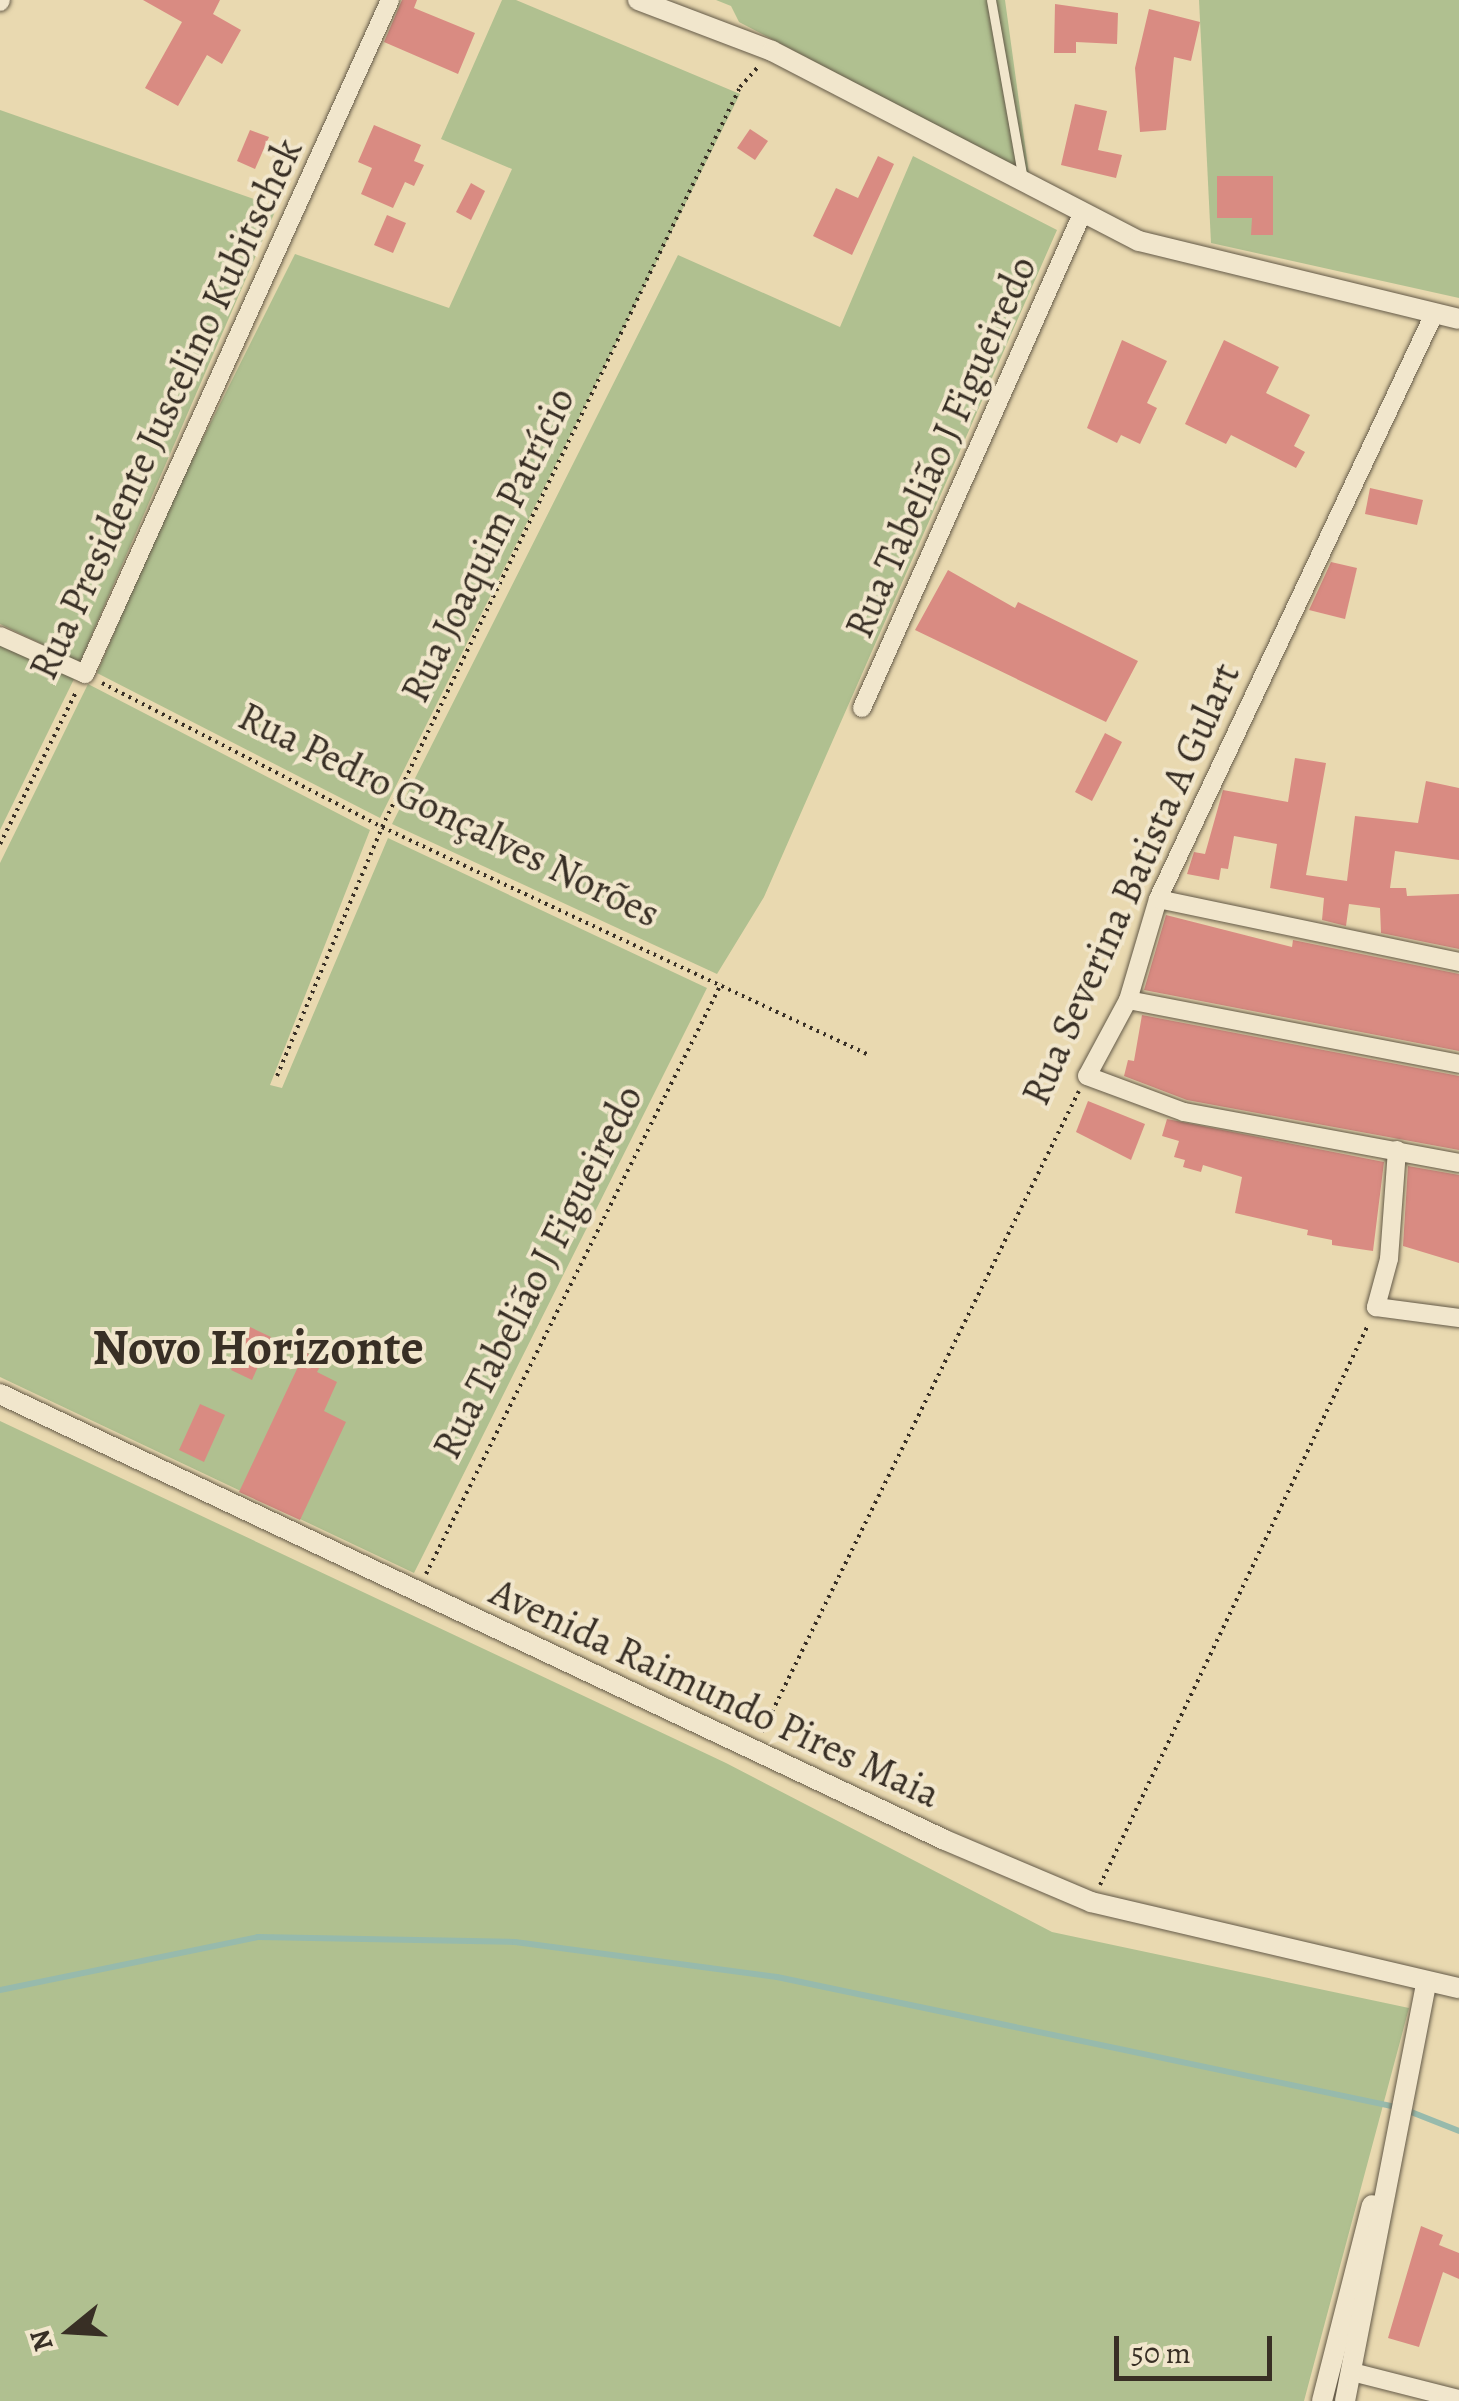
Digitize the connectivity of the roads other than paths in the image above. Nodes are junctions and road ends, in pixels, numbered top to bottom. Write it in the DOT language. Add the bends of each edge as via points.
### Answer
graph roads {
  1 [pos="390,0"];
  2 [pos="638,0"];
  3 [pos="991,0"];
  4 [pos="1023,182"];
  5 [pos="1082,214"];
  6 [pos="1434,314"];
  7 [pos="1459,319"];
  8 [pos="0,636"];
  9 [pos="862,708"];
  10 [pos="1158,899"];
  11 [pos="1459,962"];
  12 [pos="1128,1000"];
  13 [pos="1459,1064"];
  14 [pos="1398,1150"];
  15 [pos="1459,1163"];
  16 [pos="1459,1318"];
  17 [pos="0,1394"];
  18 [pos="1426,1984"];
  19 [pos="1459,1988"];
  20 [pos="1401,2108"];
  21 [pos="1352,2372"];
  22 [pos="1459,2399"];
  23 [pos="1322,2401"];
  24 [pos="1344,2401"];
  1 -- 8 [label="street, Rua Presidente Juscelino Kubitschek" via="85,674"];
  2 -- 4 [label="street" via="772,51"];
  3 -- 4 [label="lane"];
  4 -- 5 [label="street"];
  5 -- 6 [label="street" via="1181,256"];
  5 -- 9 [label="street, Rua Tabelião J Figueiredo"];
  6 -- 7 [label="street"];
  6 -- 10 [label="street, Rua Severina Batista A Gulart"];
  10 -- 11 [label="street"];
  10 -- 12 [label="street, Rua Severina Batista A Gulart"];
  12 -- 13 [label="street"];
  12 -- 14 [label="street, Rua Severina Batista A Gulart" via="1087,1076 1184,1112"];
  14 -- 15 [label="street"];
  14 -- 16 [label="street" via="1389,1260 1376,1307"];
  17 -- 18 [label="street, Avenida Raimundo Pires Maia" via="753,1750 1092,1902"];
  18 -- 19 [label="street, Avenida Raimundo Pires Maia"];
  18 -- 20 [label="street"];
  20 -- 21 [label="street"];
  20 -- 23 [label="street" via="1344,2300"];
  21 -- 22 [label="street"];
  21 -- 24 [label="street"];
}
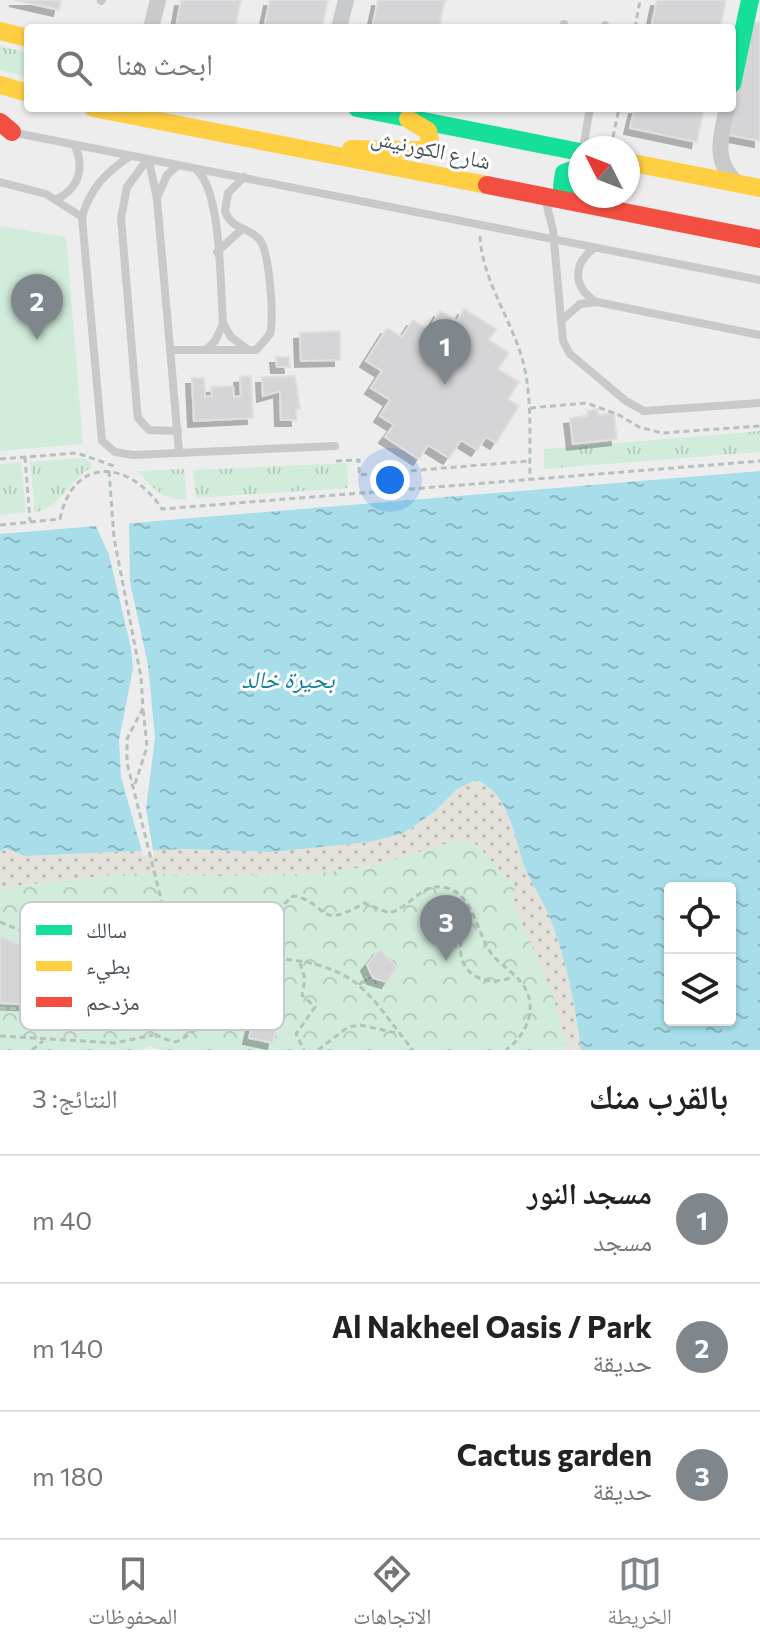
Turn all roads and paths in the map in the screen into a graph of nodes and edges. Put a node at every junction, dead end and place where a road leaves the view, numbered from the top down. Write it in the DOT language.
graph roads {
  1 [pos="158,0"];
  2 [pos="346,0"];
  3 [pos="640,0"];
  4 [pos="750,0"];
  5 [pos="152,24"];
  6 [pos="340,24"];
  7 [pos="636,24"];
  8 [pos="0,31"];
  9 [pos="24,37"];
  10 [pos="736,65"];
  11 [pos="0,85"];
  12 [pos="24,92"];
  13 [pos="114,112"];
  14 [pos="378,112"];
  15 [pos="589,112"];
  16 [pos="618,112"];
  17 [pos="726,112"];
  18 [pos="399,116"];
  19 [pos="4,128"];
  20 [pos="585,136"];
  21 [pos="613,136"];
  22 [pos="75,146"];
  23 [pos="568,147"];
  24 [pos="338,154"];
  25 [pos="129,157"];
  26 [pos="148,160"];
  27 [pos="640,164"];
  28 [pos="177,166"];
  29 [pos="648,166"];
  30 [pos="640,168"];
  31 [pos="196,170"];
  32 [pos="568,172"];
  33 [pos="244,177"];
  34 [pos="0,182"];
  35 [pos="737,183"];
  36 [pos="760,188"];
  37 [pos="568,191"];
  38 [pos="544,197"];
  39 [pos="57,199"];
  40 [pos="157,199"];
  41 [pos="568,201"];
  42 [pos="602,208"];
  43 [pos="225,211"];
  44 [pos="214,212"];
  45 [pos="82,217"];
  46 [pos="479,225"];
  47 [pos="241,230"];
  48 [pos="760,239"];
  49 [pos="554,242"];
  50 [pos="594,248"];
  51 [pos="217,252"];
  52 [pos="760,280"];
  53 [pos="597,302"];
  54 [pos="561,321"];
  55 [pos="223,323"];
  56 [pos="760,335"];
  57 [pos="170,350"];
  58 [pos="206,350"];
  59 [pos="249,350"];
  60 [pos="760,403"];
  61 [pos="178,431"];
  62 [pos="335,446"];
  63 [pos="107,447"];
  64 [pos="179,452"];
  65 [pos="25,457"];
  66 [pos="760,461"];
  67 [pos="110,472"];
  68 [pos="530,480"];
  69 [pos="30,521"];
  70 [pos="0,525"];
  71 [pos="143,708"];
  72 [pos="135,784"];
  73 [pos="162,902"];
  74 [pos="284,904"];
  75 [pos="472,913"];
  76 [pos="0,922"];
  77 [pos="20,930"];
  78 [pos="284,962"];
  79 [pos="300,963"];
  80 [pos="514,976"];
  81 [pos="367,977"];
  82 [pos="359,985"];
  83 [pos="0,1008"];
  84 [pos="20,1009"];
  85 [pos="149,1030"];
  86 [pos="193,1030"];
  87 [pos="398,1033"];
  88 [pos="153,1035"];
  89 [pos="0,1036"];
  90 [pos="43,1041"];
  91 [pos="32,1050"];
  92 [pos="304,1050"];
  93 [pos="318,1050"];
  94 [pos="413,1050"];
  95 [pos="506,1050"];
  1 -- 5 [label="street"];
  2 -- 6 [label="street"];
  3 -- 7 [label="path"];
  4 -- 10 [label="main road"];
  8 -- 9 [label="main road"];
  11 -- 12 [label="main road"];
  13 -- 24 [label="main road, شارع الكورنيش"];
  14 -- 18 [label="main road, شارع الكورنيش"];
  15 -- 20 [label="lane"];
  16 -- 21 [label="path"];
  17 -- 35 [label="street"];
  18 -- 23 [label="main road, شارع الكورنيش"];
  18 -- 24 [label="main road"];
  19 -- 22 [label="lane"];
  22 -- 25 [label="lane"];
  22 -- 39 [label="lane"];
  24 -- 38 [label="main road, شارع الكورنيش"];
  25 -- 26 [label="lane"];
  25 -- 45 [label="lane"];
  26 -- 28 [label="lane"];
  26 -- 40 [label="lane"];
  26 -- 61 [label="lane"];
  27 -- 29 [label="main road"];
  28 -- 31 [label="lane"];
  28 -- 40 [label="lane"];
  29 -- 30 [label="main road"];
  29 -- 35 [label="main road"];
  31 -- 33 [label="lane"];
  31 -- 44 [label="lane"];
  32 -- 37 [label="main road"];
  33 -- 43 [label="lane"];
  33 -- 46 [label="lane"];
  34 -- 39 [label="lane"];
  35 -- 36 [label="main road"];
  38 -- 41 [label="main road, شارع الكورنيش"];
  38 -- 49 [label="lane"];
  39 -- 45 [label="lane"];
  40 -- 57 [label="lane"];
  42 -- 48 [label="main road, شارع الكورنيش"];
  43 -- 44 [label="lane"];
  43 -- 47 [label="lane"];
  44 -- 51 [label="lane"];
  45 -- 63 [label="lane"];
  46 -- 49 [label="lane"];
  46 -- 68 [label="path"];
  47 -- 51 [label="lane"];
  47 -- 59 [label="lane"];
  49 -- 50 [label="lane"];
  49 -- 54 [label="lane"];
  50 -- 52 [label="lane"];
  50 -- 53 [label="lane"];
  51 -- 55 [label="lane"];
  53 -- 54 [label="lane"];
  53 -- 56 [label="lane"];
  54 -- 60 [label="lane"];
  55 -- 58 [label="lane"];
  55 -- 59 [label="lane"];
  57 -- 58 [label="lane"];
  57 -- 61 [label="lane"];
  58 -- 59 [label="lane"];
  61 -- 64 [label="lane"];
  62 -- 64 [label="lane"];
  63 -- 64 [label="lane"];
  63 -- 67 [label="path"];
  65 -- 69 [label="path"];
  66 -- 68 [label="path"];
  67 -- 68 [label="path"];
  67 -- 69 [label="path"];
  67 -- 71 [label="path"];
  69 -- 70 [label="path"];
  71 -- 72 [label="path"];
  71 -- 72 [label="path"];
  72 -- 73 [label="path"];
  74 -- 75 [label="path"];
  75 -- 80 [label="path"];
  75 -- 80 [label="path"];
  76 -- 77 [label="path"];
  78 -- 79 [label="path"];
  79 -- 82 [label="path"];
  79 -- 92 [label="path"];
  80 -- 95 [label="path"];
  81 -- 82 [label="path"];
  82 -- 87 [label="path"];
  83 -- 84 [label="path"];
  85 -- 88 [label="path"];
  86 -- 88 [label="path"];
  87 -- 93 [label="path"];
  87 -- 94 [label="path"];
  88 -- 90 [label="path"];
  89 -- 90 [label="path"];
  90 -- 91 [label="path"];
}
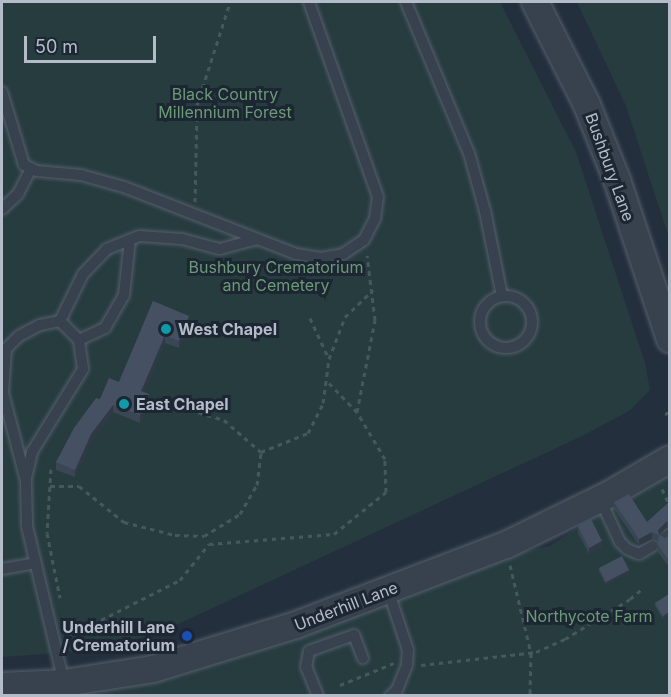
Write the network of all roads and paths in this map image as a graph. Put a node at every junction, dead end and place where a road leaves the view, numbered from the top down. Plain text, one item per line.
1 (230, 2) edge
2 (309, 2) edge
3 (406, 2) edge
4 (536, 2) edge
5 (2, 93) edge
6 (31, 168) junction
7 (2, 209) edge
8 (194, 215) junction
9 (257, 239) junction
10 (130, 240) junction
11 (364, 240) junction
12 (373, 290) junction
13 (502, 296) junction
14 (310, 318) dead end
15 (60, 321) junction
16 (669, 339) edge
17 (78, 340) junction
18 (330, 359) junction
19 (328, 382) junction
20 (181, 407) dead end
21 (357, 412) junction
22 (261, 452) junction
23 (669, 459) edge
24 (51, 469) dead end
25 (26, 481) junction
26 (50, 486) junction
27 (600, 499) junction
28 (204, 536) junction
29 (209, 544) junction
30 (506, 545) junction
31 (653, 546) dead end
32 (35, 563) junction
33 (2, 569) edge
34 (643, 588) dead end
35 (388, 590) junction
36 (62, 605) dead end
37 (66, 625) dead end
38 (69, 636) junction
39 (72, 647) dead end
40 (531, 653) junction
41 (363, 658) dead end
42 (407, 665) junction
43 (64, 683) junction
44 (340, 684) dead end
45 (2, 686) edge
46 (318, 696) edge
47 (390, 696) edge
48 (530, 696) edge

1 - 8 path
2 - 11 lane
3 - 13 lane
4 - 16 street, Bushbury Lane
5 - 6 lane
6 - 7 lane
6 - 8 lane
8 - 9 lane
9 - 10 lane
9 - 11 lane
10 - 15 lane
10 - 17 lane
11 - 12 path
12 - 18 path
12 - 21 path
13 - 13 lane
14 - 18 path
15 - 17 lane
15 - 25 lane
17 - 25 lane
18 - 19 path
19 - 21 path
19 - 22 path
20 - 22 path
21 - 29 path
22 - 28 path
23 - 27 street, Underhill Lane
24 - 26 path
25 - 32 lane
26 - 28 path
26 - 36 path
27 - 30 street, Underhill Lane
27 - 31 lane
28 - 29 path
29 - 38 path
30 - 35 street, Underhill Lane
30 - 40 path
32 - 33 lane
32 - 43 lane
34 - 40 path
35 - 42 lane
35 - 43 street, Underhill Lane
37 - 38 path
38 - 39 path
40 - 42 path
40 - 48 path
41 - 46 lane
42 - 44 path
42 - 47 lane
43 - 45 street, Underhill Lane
------------
Your goal: Lines holding "view" in the data above: copy each of them.

Solution to this task:
Turn all roads and paths in the map in the screen into a graph of nodes and edges. Put a node at every junction, dead end and place where a road leaves the view, numbered from the top down. Write it in the DOT language.
Write the network of all roads and paths in this map image as a graph. Put a node at every junction, dead end and place where a road leaves the view, numbered from the top down. Plain text, one item per line.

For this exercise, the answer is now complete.